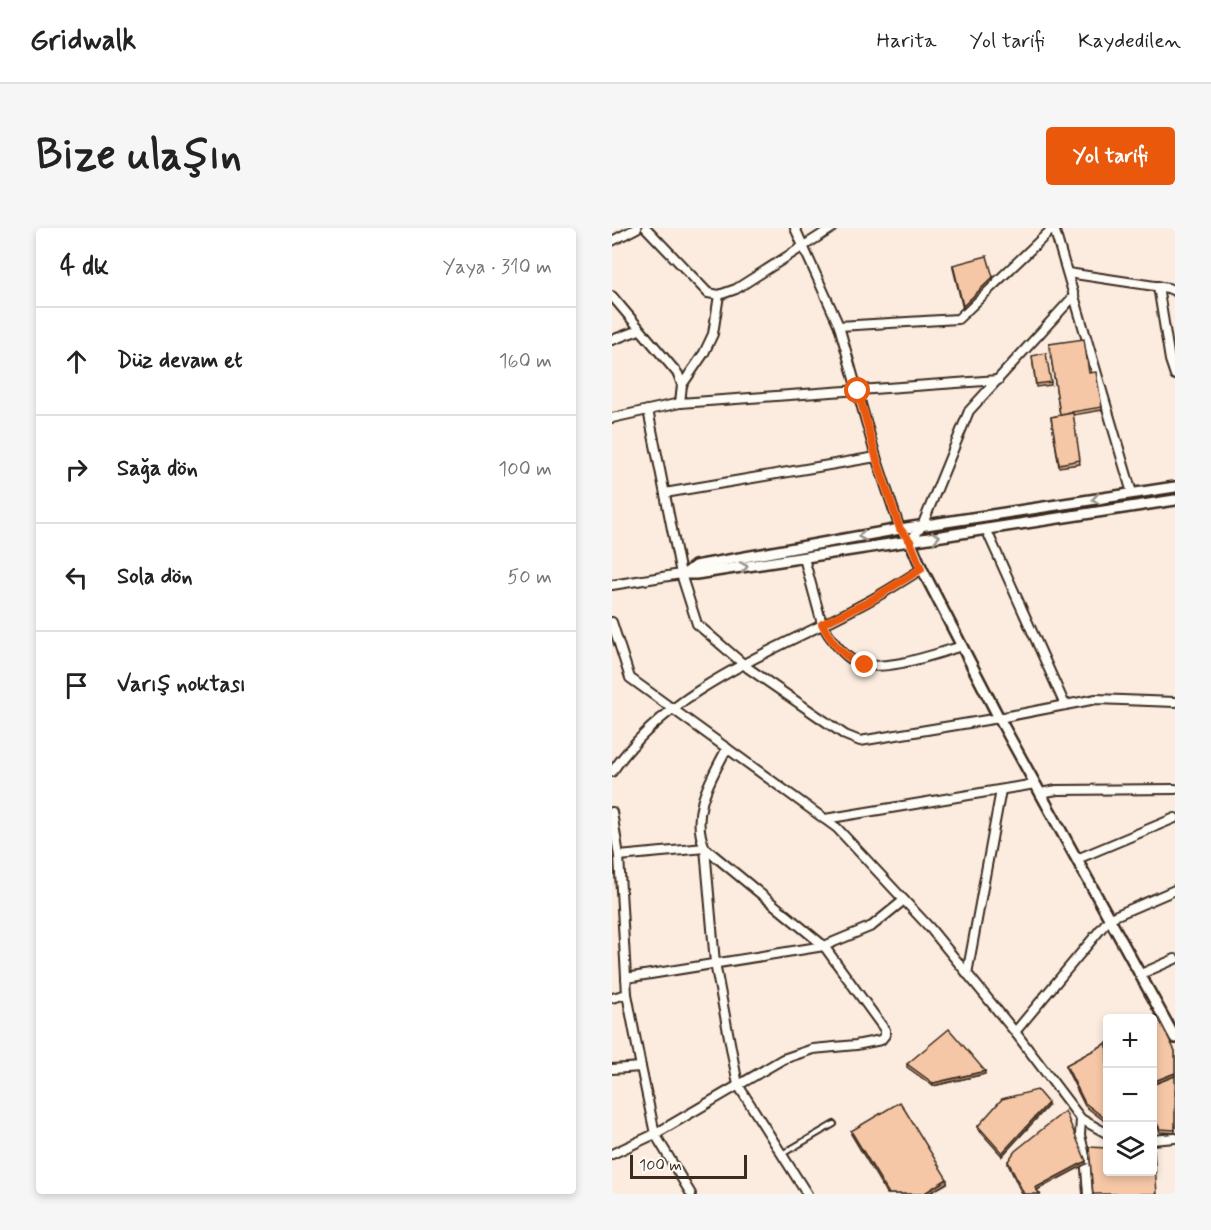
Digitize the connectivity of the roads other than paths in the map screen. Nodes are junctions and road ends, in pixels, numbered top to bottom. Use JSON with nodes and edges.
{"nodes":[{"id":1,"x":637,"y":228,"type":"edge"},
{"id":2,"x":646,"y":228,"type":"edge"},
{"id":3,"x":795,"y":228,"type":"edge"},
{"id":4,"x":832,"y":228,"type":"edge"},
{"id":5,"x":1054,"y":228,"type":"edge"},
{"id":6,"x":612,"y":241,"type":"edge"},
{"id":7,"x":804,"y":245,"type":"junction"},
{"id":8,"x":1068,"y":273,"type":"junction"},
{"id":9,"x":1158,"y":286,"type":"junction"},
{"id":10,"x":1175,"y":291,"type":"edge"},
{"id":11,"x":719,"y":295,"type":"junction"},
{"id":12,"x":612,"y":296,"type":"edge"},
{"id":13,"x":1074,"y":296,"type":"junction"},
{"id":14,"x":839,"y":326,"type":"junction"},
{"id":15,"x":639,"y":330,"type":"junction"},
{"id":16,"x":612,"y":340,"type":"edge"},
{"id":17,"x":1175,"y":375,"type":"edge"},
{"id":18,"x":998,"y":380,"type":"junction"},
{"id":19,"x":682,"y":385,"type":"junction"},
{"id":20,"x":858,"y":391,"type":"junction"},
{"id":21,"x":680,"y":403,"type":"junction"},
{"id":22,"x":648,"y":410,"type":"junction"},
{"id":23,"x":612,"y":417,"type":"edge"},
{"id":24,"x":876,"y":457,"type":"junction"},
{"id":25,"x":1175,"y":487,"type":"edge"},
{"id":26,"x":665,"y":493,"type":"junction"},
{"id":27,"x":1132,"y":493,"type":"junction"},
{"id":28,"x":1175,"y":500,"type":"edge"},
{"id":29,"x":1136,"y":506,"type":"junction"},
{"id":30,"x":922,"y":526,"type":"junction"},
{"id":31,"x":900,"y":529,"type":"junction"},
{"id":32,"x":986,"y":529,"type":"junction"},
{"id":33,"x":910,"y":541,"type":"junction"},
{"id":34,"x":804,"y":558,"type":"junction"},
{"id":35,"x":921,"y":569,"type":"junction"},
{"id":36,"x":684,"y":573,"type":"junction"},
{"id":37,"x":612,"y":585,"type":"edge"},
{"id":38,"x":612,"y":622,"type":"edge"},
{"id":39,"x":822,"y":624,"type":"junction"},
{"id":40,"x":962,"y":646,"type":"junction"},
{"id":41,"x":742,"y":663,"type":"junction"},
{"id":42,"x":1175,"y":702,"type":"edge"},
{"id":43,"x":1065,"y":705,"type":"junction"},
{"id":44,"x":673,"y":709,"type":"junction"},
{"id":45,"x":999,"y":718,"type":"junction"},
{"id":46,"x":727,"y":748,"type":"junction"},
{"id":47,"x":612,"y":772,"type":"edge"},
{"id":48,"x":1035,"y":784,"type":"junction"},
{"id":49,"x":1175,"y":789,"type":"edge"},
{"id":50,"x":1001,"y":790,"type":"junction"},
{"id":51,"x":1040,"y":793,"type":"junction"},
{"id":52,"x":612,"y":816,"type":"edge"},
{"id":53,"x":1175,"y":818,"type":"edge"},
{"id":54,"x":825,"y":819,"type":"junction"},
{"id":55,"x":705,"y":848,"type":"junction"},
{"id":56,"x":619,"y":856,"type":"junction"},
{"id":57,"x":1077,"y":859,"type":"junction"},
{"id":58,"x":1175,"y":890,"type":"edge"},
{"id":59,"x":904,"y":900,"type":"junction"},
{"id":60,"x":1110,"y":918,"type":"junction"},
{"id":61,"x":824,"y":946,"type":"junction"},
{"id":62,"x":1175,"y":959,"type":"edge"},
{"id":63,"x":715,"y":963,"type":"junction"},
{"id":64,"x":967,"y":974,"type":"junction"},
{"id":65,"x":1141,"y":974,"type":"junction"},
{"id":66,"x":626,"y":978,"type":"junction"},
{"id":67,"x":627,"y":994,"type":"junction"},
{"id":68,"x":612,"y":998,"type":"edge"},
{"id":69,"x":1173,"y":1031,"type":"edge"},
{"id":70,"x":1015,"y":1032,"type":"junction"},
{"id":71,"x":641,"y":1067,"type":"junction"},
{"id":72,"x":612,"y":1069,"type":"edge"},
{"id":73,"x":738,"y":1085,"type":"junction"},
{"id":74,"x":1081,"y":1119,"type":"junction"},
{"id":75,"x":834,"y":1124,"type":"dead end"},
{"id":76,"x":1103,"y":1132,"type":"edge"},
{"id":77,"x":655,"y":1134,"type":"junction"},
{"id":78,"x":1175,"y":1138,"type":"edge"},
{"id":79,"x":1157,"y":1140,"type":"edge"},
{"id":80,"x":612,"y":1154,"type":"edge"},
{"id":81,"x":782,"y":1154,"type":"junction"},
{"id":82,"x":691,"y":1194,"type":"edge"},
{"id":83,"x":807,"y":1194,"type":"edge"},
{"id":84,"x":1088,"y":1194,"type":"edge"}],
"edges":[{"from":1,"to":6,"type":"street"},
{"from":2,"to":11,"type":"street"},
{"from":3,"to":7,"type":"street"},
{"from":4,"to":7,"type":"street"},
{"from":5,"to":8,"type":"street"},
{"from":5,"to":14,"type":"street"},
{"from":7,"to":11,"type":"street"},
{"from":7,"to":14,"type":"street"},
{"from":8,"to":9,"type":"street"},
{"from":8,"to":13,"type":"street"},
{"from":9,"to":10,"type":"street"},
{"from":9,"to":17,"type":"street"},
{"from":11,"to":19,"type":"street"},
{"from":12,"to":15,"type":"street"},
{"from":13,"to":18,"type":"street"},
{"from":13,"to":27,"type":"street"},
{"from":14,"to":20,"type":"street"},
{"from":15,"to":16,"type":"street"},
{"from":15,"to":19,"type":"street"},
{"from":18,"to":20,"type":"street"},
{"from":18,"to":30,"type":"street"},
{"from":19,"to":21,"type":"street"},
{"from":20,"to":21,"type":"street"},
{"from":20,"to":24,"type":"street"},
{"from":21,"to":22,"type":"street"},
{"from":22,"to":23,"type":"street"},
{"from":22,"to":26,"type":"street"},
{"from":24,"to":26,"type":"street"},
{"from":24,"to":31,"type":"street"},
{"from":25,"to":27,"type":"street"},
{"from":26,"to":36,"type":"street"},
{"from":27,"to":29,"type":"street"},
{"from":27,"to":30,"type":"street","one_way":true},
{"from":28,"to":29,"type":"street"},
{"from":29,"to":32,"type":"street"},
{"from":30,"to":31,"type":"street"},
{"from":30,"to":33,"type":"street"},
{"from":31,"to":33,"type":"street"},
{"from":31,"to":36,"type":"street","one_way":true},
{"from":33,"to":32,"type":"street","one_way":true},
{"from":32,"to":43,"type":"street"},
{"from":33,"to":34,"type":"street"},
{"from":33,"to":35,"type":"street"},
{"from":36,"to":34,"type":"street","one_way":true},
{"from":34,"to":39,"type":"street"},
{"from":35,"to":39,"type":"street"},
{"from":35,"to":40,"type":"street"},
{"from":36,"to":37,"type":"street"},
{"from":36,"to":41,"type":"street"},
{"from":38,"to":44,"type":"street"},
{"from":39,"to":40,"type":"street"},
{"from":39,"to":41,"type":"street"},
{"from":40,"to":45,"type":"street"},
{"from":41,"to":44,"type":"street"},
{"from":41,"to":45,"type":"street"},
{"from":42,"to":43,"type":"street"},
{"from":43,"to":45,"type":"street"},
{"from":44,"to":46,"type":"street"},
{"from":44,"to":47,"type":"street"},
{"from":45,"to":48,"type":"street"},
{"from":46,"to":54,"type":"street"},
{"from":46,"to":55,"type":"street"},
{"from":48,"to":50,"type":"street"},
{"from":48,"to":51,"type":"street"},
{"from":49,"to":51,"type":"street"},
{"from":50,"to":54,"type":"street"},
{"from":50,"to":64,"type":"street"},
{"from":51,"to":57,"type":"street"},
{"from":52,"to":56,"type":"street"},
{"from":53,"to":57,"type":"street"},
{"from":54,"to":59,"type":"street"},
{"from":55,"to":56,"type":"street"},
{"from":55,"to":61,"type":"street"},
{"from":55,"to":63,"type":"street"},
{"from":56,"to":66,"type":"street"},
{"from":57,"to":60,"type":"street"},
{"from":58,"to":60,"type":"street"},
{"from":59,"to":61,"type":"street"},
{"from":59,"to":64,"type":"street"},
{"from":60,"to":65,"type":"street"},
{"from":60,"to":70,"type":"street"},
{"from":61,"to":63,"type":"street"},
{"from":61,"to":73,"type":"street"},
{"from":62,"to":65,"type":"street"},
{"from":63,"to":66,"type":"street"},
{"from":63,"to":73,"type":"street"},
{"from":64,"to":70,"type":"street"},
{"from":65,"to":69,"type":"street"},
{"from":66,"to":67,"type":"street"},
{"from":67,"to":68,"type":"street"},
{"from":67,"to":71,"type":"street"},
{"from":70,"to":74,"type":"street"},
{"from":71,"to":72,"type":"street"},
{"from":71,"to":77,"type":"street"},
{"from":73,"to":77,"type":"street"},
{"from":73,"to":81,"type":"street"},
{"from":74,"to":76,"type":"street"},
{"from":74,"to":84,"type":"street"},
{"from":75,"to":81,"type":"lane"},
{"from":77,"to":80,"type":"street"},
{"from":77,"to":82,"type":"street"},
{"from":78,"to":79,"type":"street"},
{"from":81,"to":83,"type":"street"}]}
--
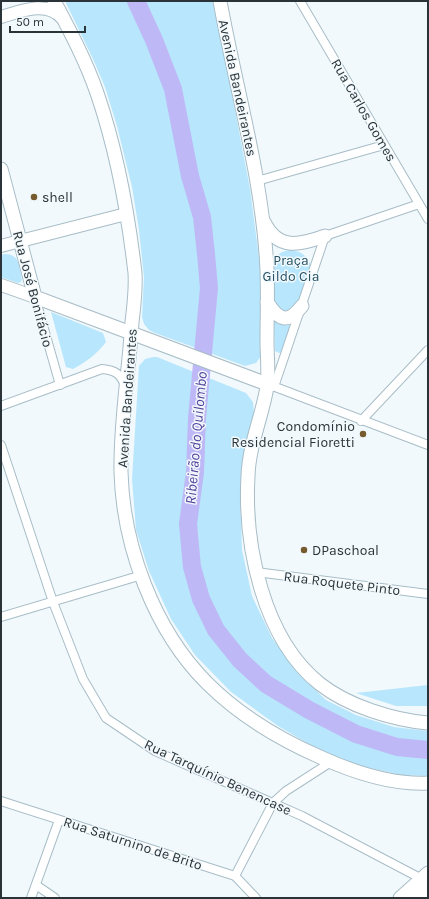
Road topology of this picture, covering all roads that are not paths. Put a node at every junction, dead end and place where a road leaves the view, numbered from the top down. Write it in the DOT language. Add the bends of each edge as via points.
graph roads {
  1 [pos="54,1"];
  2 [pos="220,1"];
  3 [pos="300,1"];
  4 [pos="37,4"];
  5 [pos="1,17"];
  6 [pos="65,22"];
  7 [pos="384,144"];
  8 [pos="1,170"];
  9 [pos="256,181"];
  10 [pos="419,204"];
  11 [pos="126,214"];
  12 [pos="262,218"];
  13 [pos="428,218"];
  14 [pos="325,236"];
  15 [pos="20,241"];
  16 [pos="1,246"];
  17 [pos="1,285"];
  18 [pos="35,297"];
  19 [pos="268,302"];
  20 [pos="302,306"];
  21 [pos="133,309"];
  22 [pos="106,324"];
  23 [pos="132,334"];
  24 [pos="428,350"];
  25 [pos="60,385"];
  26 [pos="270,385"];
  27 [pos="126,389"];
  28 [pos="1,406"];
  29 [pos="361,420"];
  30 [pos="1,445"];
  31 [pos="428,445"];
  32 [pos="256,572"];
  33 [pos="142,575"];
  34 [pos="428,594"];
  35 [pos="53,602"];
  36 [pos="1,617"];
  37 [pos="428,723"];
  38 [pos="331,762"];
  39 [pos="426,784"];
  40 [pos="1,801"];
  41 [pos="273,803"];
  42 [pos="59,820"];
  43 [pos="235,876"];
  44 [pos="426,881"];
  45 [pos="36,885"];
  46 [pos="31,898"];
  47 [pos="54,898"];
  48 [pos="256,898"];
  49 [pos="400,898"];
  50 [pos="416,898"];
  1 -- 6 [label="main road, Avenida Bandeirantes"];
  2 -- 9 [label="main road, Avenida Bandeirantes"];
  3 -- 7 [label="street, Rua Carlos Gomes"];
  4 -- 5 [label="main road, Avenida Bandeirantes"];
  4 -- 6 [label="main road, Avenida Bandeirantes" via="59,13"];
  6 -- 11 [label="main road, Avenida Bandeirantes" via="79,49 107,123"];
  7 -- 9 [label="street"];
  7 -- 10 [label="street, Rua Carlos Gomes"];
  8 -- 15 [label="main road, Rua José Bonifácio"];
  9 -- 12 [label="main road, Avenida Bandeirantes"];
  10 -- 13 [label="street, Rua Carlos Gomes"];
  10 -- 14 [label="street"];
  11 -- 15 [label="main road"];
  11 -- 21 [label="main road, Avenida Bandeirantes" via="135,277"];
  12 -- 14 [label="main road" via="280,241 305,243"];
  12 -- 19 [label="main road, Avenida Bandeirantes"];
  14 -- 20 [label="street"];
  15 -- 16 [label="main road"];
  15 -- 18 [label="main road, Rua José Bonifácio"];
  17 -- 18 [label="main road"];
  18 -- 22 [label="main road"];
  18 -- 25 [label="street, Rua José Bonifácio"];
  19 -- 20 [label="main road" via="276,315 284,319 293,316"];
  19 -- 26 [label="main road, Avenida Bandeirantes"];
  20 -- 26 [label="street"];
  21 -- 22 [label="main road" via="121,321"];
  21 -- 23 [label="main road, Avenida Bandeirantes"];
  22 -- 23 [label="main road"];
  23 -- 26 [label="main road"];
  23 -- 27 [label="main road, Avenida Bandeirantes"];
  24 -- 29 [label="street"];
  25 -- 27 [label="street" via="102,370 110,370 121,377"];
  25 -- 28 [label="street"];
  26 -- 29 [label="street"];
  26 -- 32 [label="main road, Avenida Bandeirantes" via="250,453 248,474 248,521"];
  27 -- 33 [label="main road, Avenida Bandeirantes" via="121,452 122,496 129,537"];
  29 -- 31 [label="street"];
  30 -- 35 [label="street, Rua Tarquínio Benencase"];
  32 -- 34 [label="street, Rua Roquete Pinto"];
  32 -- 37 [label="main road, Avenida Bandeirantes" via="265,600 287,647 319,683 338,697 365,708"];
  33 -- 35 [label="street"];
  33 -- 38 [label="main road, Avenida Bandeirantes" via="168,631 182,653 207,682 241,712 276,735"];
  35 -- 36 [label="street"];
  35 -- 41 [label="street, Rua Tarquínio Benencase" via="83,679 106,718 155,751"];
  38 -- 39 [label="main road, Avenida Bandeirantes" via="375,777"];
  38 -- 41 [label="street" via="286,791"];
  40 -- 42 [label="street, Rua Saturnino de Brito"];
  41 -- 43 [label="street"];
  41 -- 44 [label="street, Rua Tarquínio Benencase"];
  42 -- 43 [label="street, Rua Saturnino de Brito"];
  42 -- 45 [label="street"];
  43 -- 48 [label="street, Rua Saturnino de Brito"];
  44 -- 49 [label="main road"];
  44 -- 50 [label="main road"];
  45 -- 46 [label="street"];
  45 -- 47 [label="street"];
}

ACTION ITEM :: List all lines above in which the string "Benencase" appears.

SOLUTION ::
  30 -- 35 [label="street, Rua Tarquínio Benencase"];
  35 -- 41 [label="street, Rua Tarquínio Benencase" via="83,679 106,718 155,751"];
  41 -- 44 [label="street, Rua Tarquínio Benencase"];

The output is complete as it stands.